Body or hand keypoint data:
===============

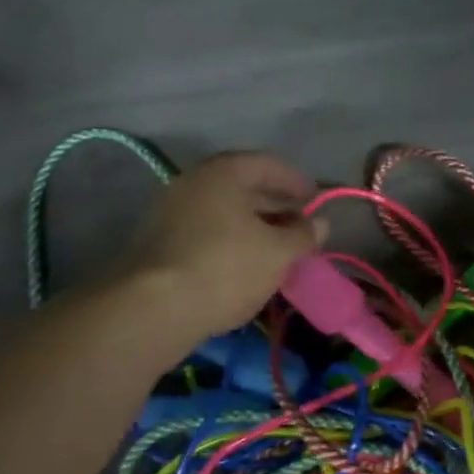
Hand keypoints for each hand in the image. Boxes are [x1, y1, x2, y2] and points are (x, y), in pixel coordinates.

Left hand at [117, 151, 325, 341]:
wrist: (153, 309)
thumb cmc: (225, 268)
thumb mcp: (277, 252)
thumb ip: (303, 235)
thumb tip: (320, 224)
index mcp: (223, 172)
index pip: (268, 164)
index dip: (297, 182)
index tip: (316, 201)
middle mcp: (193, 183)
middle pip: (244, 187)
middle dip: (276, 207)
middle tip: (301, 230)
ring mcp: (171, 212)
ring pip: (224, 213)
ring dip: (254, 228)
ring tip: (278, 252)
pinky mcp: (160, 243)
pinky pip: (206, 233)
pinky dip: (231, 242)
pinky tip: (246, 266)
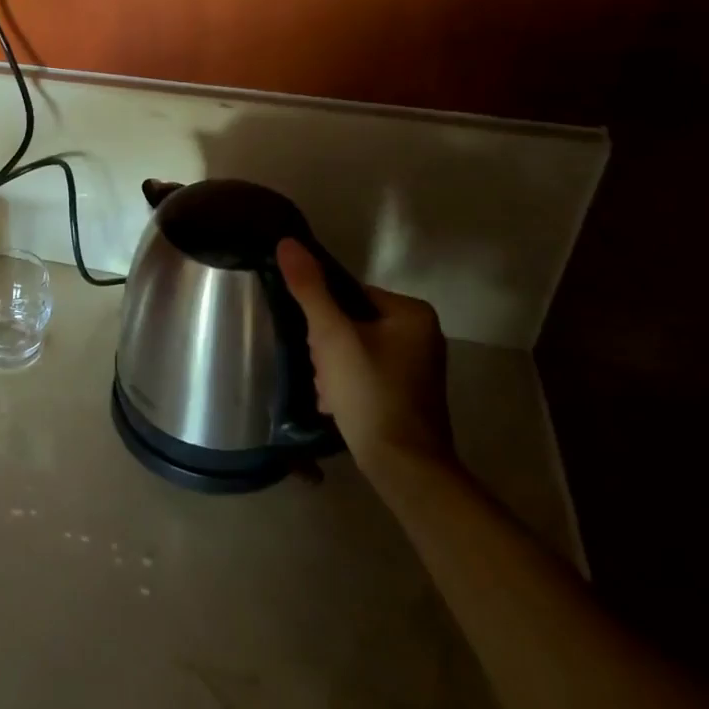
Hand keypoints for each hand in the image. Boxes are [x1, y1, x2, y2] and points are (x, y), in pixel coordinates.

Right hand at [275, 239, 453, 477]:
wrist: (404, 466)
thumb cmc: (370, 392)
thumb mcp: (332, 336)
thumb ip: (310, 288)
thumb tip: (287, 241)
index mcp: (411, 312)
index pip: (349, 294)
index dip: (322, 316)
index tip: (316, 344)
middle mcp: (422, 334)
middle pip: (350, 322)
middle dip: (326, 347)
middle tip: (323, 371)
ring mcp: (417, 367)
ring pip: (354, 349)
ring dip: (331, 368)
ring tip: (328, 392)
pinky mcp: (408, 394)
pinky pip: (365, 373)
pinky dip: (346, 385)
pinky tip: (335, 405)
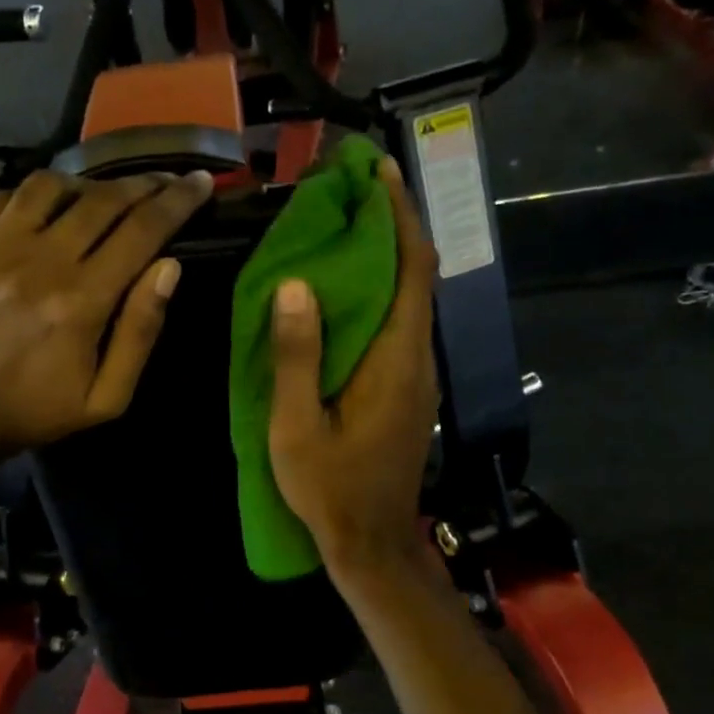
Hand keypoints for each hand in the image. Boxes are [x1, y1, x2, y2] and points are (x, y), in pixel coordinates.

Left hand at [0, 169, 211, 458]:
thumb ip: (140, 332)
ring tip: (104, 197)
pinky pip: (6, 198)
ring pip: (51, 186)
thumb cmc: (36, 411)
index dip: (177, 202)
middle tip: (164, 181)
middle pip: (102, 200)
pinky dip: (38, 195)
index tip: (200, 182)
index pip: (141, 231)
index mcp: (80, 303)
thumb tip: (169, 267)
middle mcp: (37, 263)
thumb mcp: (107, 397)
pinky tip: (51, 209)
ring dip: (88, 185)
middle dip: (143, 185)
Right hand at [268, 157, 439, 576]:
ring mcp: (416, 374)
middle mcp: (417, 357)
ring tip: (345, 223)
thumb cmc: (331, 489)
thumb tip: (296, 285)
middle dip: (391, 223)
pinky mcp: (407, 388)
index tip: (376, 170)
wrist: (372, 542)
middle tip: (350, 188)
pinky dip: (379, 290)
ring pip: (409, 297)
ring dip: (385, 255)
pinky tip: (345, 288)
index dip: (398, 214)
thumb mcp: (297, 428)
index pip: (411, 268)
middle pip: (416, 274)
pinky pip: (398, 323)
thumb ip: (297, 357)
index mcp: (396, 360)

===============

In the reply, give again exactly the lines from the beginning of the entries above through the line with "ring dip: (254, 228)"; pictures stay out.

* _Task output_
Hand keypoints for each hand in the image. Boxes are [x1, y1, x2, y2] and points are (x, y), in pixel coordinates.

Left hand at [117, 151, 325, 341]:
wrist: (153, 309)
thumb cmc: (225, 268)
thumb mcp: (277, 252)
thumb ip: (303, 235)
thumb tip: (320, 224)
index mcp: (223, 172)
index pip: (268, 164)
index dip: (297, 182)
index tip: (316, 201)
middle mcp: (193, 183)
middle pip: (244, 187)
middle dip: (276, 207)
middle tip: (301, 230)
ring mcp: (171, 212)
ring pip: (224, 213)
ring dip: (254, 228)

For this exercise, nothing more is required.